WORK ITEM:
Quote the data below in full, minus the images.

· · ·

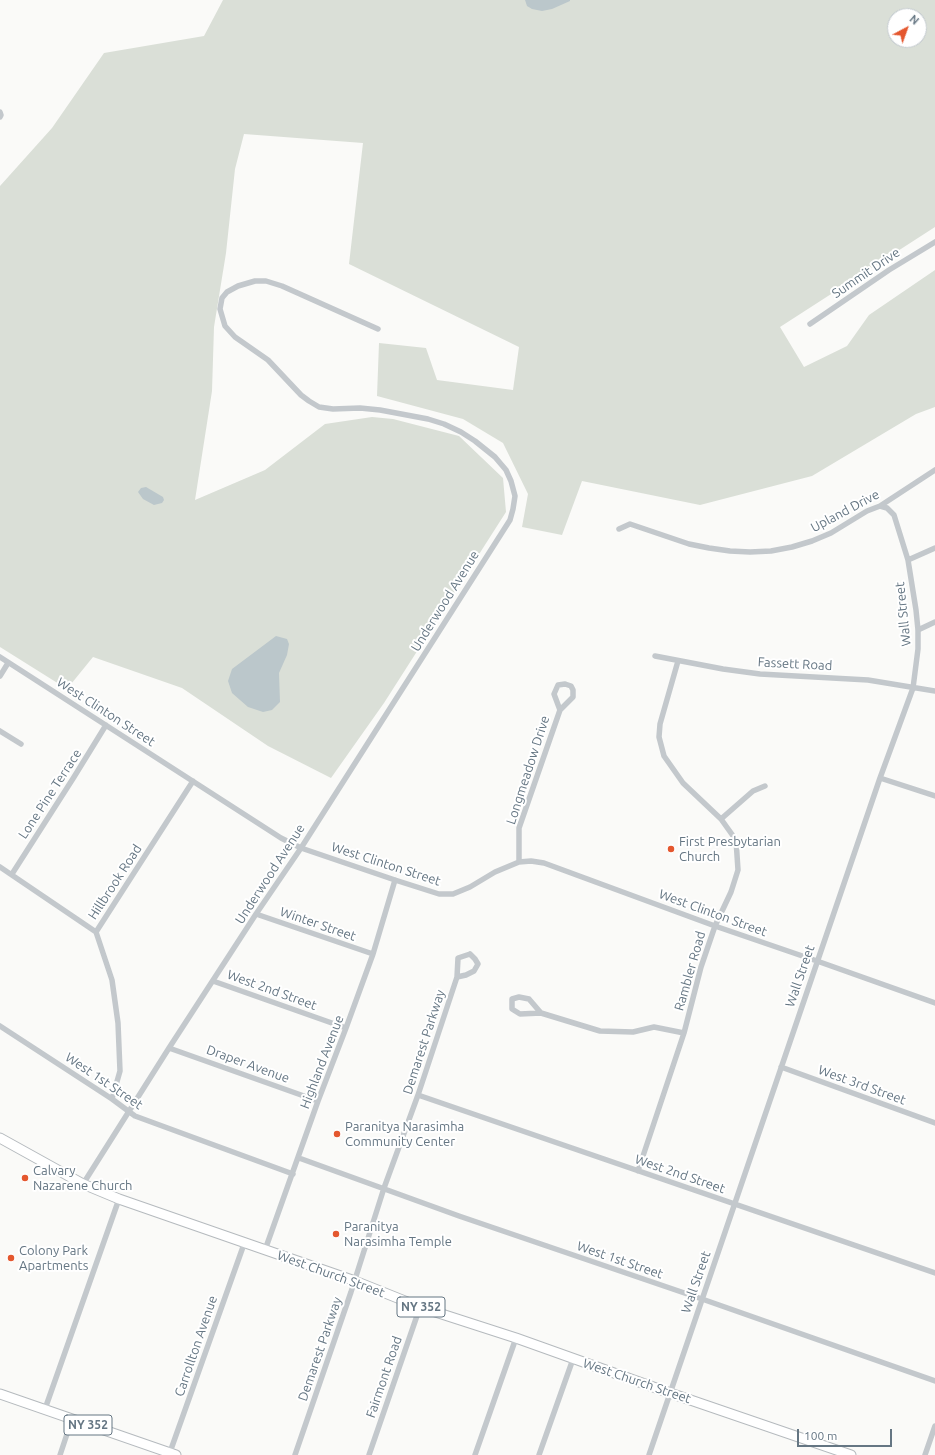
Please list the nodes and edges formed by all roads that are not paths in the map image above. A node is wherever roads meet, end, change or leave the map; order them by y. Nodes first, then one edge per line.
1 (0, 112) edge
2 (0, 117) edge
3 (935, 242) edge
4 (810, 324) dead end
5 (378, 330) dead end
6 (935, 470) edge
7 (880, 506) junction
8 (619, 528) dead end
9 (935, 548) edge
10 (908, 560) junction
11 (935, 622) edge
12 (918, 630) junction
13 (655, 656) dead end
14 (0, 657) edge
15 (678, 661) junction
16 (8, 663) junction
17 (0, 676) edge
18 (913, 688) junction
19 (935, 691) edge
20 (560, 710) junction
21 (106, 725) junction
22 (0, 731) edge
23 (21, 744) dead end
24 (880, 778) junction
25 (193, 781) junction
26 (765, 786) dead end
27 (935, 796) edge
28 (721, 819) junction
29 (301, 848) junction
30 (519, 862) junction
31 (0, 866) edge
32 (12, 874) junction
33 (395, 880) junction
34 (256, 914) junction
35 (715, 926) junction
36 (96, 932) junction
37 (373, 954) junction
38 (817, 961) junction
39 (457, 977) junction
40 (213, 981) junction
41 (935, 1003) edge
42 (541, 1013) junction
43 (0, 1026) edge
44 (346, 1028) junction
45 (684, 1033) junction
46 (169, 1048) junction
47 (781, 1067) junction
48 (418, 1095) junction
49 (112, 1099) junction
50 (318, 1101) junction
51 (129, 1112) junction
52 (935, 1123) edge
53 (0, 1138) edge
54 (299, 1158) junction
55 (638, 1171) junction
56 (293, 1174) junction
57 (83, 1184) junction
58 (384, 1188) junction
59 (119, 1199) junction
60 (735, 1205) junction
61 (244, 1244) junction
62 (265, 1250) junction
63 (935, 1272) edge
64 (355, 1282) junction
65 (702, 1299) junction
66 (420, 1307) junction
67 (516, 1338) junction
68 (573, 1359) junction
69 (935, 1381) edge
70 (670, 1393) junction
71 (0, 1394) edge
72 (45, 1409) junction
73 (72, 1419) junction
74 (935, 1426) edge
75 (172, 1454) edge
76 (60, 1455) edge
77 (295, 1455) edge
78 (369, 1455) edge
79 (475, 1455) edge
80 (539, 1455) edge
81 (649, 1455) edge
82 (851, 1455) edge
83 (925, 1455) edge

1 - 2 street
3 - 4 street, Summit Drive
5 - 29 street, Underwood Avenue
6 - 7 street, Upland Drive
7 - 8 street, Upland Drive
7 - 10 street, Wall Street
9 - 10 street
10 - 12 street, Wall Street
11 - 12 street
12 - 18 street, Wall Street
13 - 15 street, Fassett Road
14 - 16 street, West Clinton Street
15 - 18 street, Fassett Road
15 - 28 street, Rambler Road
16 - 17 street
16 - 21 street, West Clinton Street
18 - 19 street, Fassett Road
18 - 24 street, Wall Street
20 - 20 street, Longmeadow Drive
20 - 30 street, Longmeadow Drive
21 - 25 street, West Clinton Street
21 - 32 street, Lone Pine Terrace
22 - 23 street
24 - 27 street
24 - 38 street, Wall Street
25 - 29 street, West Clinton Street
25 - 36 street, Hillbrook Road
26 - 28 street
28 - 35 street, Rambler Road
29 - 33 street, West Clinton Street
29 - 34 street, Underwood Avenue
30 - 33 street, West Clinton Street
30 - 35 street, West Clinton Street
31 - 32 street
32 - 36 street
33 - 37 street, Highland Avenue
34 - 37 street, Winter Street
34 - 40 street, Underwood Avenue
35 - 38 street, West Clinton Street
35 - 45 street, Rambler Road
36 - 49 street, Hillbrook Road
37 - 44 street, Highland Avenue
38 - 41 street, West Clinton Street
38 - 47 street, Wall Street
39 - 39 street, Demarest Parkway
39 - 48 street, Demarest Parkway
40 - 44 street, West 2nd Street
40 - 46 street, Underwood Avenue
42 - 42 street
42 - 45 street
43 - 49 street, West 1st Street
44 - 50 street, Highland Avenue
45 - 55 street, Rambler Road
46 - 50 street, Draper Avenue
46 - 51 street, Underwood Avenue
47 - 52 street, West 3rd Street
47 - 60 street, Wall Street
48 - 55 street, West 2nd Street
48 - 58 street, Demarest Parkway
49 - 51 street, West 1st Street
50 - 54 street, Highland Avenue
51 - 56 street, West 1st Street
51 - 57 street, Underwood Avenue
53 - 57 main road, West Church Street / NY 352
54 - 56 street, Highland Avenue
54 - 58 street, West 1st Street
55 - 60 street, West 2nd Street
56 - 62 street, Highland Avenue
57 - 59 main road, West Church Street / NY 352
58 - 64 street, Demarest Parkway
58 - 65 street, West 1st Street
59 - 61 main road, West Church Street / NY 352
59 - 72 street
60 - 63 street, West 2nd Street
60 - 65 street, Wall Street
61 - 62 main road, West Church Street / NY 352
61 - 75 street, Carrollton Avenue
62 - 64 main road, West Church Street / NY 352
64 - 66 main road, West Church Street / NY 352
64 - 77 street, Demarest Parkway
65 - 69 street, West 1st Street
65 - 70 street, Wall Street
66 - 67 main road, West Church Street / NY 352
66 - 78 street, Fairmont Road
67 - 68 main road, West Church Street / NY 352
67 - 79 street
68 - 70 main road, West Church Street / NY 352
68 - 80 street
70 - 81 street, Wall Street
70 - 82 main road, West Church Street / NY 352
71 - 72 main road, NY 352
72 - 73 main road, NY 352
73 - 75 main road, NY 352
73 - 76 street
74 - 83 street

· · ·

ANSWER TO THIS EXERCISE:
Please list the nodes and edges formed by all roads that are not paths in the map image above. A node is wherever roads meet, end, change or leave the map; order them by y. Nodes first, then one edge per line.
1 (0, 112) edge
2 (0, 117) edge
3 (935, 242) edge
4 (810, 324) dead end
5 (378, 330) dead end
6 (935, 470) edge
7 (880, 506) junction
8 (619, 528) dead end
9 (935, 548) edge
10 (908, 560) junction
11 (935, 622) edge
12 (918, 630) junction
13 (655, 656) dead end
14 (0, 657) edge
15 (678, 661) junction
16 (8, 663) junction
17 (0, 676) edge
18 (913, 688) junction
19 (935, 691) edge
20 (560, 710) junction
21 (106, 725) junction
22 (0, 731) edge
23 (21, 744) dead end
24 (880, 778) junction
25 (193, 781) junction
26 (765, 786) dead end
27 (935, 796) edge
28 (721, 819) junction
29 (301, 848) junction
30 (519, 862) junction
31 (0, 866) edge
32 (12, 874) junction
33 (395, 880) junction
34 (256, 914) junction
35 (715, 926) junction
36 (96, 932) junction
37 (373, 954) junction
38 (817, 961) junction
39 (457, 977) junction
40 (213, 981) junction
41 (935, 1003) edge
42 (541, 1013) junction
43 (0, 1026) edge
44 (346, 1028) junction
45 (684, 1033) junction
46 (169, 1048) junction
47 (781, 1067) junction
48 (418, 1095) junction
49 (112, 1099) junction
50 (318, 1101) junction
51 (129, 1112) junction
52 (935, 1123) edge
53 (0, 1138) edge
54 (299, 1158) junction
55 (638, 1171) junction
56 (293, 1174) junction
57 (83, 1184) junction
58 (384, 1188) junction
59 (119, 1199) junction
60 (735, 1205) junction
61 (244, 1244) junction
62 (265, 1250) junction
63 (935, 1272) edge
64 (355, 1282) junction
65 (702, 1299) junction
66 (420, 1307) junction
67 (516, 1338) junction
68 (573, 1359) junction
69 (935, 1381) edge
70 (670, 1393) junction
71 (0, 1394) edge
72 (45, 1409) junction
73 (72, 1419) junction
74 (935, 1426) edge
75 (172, 1454) edge
76 (60, 1455) edge
77 (295, 1455) edge
78 (369, 1455) edge
79 (475, 1455) edge
80 (539, 1455) edge
81 (649, 1455) edge
82 (851, 1455) edge
83 (925, 1455) edge

1 - 2 street
3 - 4 street, Summit Drive
5 - 29 street, Underwood Avenue
6 - 7 street, Upland Drive
7 - 8 street, Upland Drive
7 - 10 street, Wall Street
9 - 10 street
10 - 12 street, Wall Street
11 - 12 street
12 - 18 street, Wall Street
13 - 15 street, Fassett Road
14 - 16 street, West Clinton Street
15 - 18 street, Fassett Road
15 - 28 street, Rambler Road
16 - 17 street
16 - 21 street, West Clinton Street
18 - 19 street, Fassett Road
18 - 24 street, Wall Street
20 - 20 street, Longmeadow Drive
20 - 30 street, Longmeadow Drive
21 - 25 street, West Clinton Street
21 - 32 street, Lone Pine Terrace
22 - 23 street
24 - 27 street
24 - 38 street, Wall Street
25 - 29 street, West Clinton Street
25 - 36 street, Hillbrook Road
26 - 28 street
28 - 35 street, Rambler Road
29 - 33 street, West Clinton Street
29 - 34 street, Underwood Avenue
30 - 33 street, West Clinton Street
30 - 35 street, West Clinton Street
31 - 32 street
32 - 36 street
33 - 37 street, Highland Avenue
34 - 37 street, Winter Street
34 - 40 street, Underwood Avenue
35 - 38 street, West Clinton Street
35 - 45 street, Rambler Road
36 - 49 street, Hillbrook Road
37 - 44 street, Highland Avenue
38 - 41 street, West Clinton Street
38 - 47 street, Wall Street
39 - 39 street, Demarest Parkway
39 - 48 street, Demarest Parkway
40 - 44 street, West 2nd Street
40 - 46 street, Underwood Avenue
42 - 42 street
42 - 45 street
43 - 49 street, West 1st Street
44 - 50 street, Highland Avenue
45 - 55 street, Rambler Road
46 - 50 street, Draper Avenue
46 - 51 street, Underwood Avenue
47 - 52 street, West 3rd Street
47 - 60 street, Wall Street
48 - 55 street, West 2nd Street
48 - 58 street, Demarest Parkway
49 - 51 street, West 1st Street
50 - 54 street, Highland Avenue
51 - 56 street, West 1st Street
51 - 57 street, Underwood Avenue
53 - 57 main road, West Church Street / NY 352
54 - 56 street, Highland Avenue
54 - 58 street, West 1st Street
55 - 60 street, West 2nd Street
56 - 62 street, Highland Avenue
57 - 59 main road, West Church Street / NY 352
58 - 64 street, Demarest Parkway
58 - 65 street, West 1st Street
59 - 61 main road, West Church Street / NY 352
59 - 72 street
60 - 63 street, West 2nd Street
60 - 65 street, Wall Street
61 - 62 main road, West Church Street / NY 352
61 - 75 street, Carrollton Avenue
62 - 64 main road, West Church Street / NY 352
64 - 66 main road, West Church Street / NY 352
64 - 77 street, Demarest Parkway
65 - 69 street, West 1st Street
65 - 70 street, Wall Street
66 - 67 main road, West Church Street / NY 352
66 - 78 street, Fairmont Road
67 - 68 main road, West Church Street / NY 352
67 - 79 street
68 - 70 main road, West Church Street / NY 352
68 - 80 street
70 - 81 street, Wall Street
70 - 82 main road, West Church Street / NY 352
71 - 72 main road, NY 352
72 - 73 main road, NY 352
73 - 75 main road, NY 352
73 - 76 street
74 - 83 street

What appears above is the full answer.